# Artificial LIfe



## Jake (May 21, 2010)

Apparently artificial life of some form has been created. Here are a couple of articles about it and examining it. What do you guys think?

Artificial lifeforms: Genesis redux | The Economist
BBC News - Newsnight - Potential of synthetic life milestone for science


----------



## Skyler (May 21, 2010)

Well, for one thing, it doesn't look like they actually created their own bacterium from scratch--they just took an existing bacterium and swapped out its operating system. So when they say it "had no ancestry", that's a little misleading. It's a genetically modified _Mycoplasma mycoides_.

To be sure, other scientists are working on manufacturing other parts of the cell besides its DNA. Is that "artificial"? What's the difference between building machines that exploit natural processes to create ribosomes and growing bacteria that exploit natural processes to create ribosomes?

And what is the big deal theologically about mankind creating life, anyway? We've been doing that since Adam and Eve.


----------



## MarieP (May 21, 2010)

Skyler said:


> And what is the big deal theologically about mankind creating life, anyway? We've been doing that since Adam and Eve.


 
Great point!
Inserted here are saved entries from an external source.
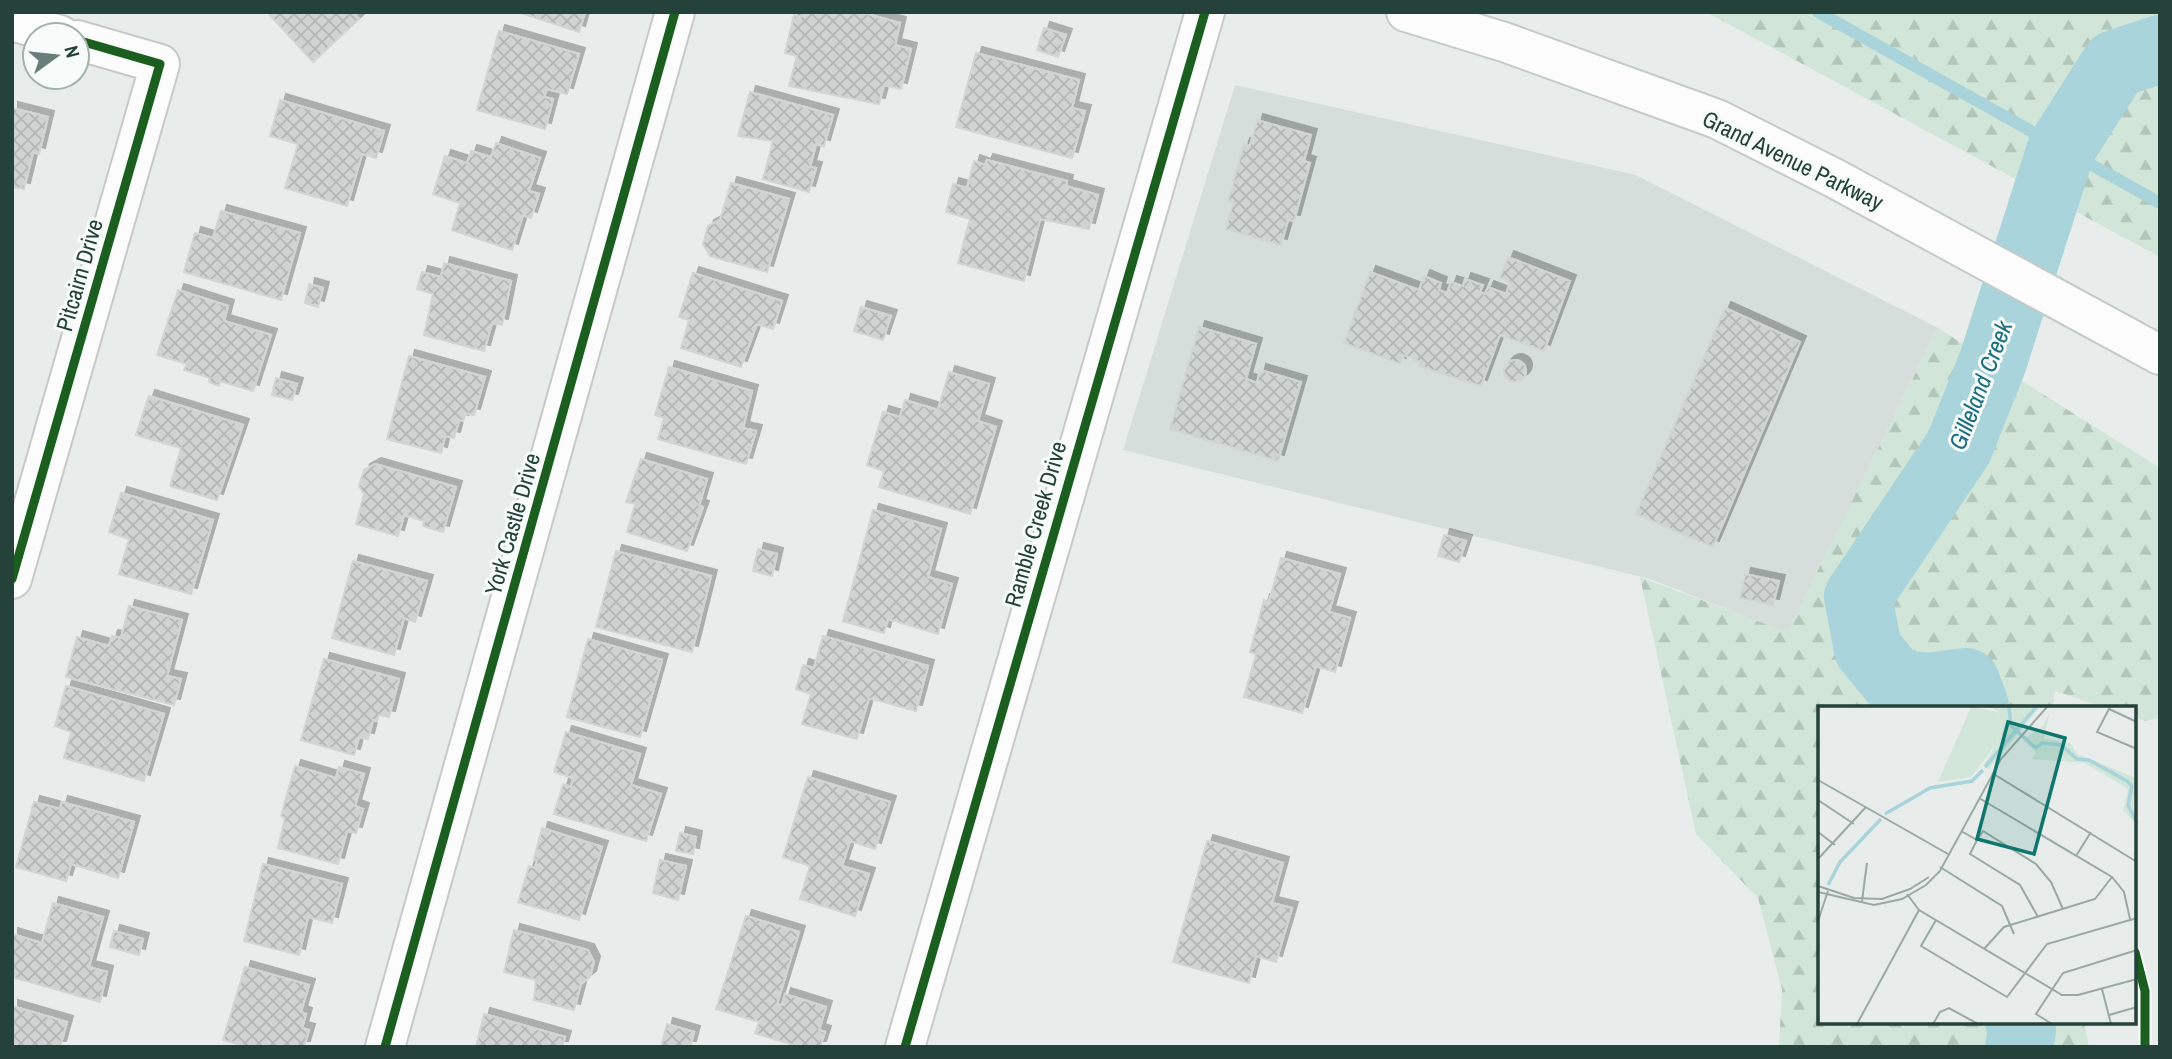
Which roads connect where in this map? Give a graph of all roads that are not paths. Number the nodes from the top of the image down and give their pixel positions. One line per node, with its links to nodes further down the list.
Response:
1 (675, 12): 7 (street, York Castle Drive)
2 (1205, 12): 8 (street, Ramble Creek Drive)
3 (1406, 12): 5 (street, Grand Avenue Parkway)
4 (91, 44): 6 (street, Pitcairn Drive)
5 (2160, 355)
6 (12, 579)
7 (385, 1047)
8 (905, 1047)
No one is saying that life is being created "from nothing"- although if we say it would have no theological implications, would that be giving a nod to those who believe in theistic evolution? (Within the non-human animal kingdom of course- those creatures that do not bear the Imago Dei)


----------



## Skyler (May 21, 2010)

MarieP said:


> Skyler said:
> 
> 
> > And what is the big deal theologically about mankind creating life, anyway? We've been doing that since Adam and Eve.
> ...


 
I don't see how. Could you elaborate on what you're thinking?


----------



## TimV (May 22, 2010)

> Dr Venter’s ambition to create a living organism from *close* to scratch



What a bunch of dolts. I combined two organisms into a new creation:






and that means I am God.


----------



## MarieP (May 22, 2010)

Skyler said:


> MarieP said:
> 
> 
> > Skyler said:
> ...


 
The theistic evolutionist might argue that "since we can turn a sheep into a cow by changing its DNA, why not evolution?" When we go to Genesis 1:24 and point out God said, "Let the earth bring forth the living creature according to its kind" they would say, "Yes, but we can change one kind to another. Why can't God through evolution." I know there's debate about speciation and what exactly is a new species and what is not. But it's a good thing to think through!


----------



## Skyler (May 22, 2010)

MarieP said:


> Skyler said:
> 
> 
> > MarieP said:
> ...


 
Even setting aside the theological implications for the moment, sure, God _could have_ used evolution. But he could also just as easily have said "Let there be cows" and had them poof into existence. So that doesn't really prove anything beyond that it was _possible_. The question of whether or not he actually _did_ is a different question that has no bearing on whether or not we can put together microbes with pieces from other microbes.

As an aside, the scientists who created the microbe didn't use evolution, so even then it's a moot point.


----------



## BobVigneault (May 22, 2010)

If you build a cookie using one molecule at a time, you haven't created a 'new' cookie; you've simply taken the long, expensive, ridiculously complicated way to 'copy' a cookie using parts that God spoke into being with just a WORD.

The problem with these types of stories is that the scientist is just trying to discover how things work. It's pretty hard for a news writer to make an interesting story out of ANYTHING in a scientific journal. As with politics, news sells on the basis of how much emotion it can stir up, this is why Faux (Fox) News is number one. The news media likes to draw lines in society and exaggerate them and then use them to stir up emotion.

The news uses hot button terms that they know will excite the Left Behind Christians, the Tex Mars Christians, etc. 'Playing God", "creating life", "new species" conjures up images from horror movies and previous debates, the emotions stirred up create the news that sells. The news media as a very big dependency on unrest and dissension and maintaining factions. This is why what passes for news are not facts at all but exaggerations and hyperbole.


----------



## Jake (May 27, 2010)

Albert Mohler's thoughts: AlbertMohler.com &ndash; Has Man Created Life?


----------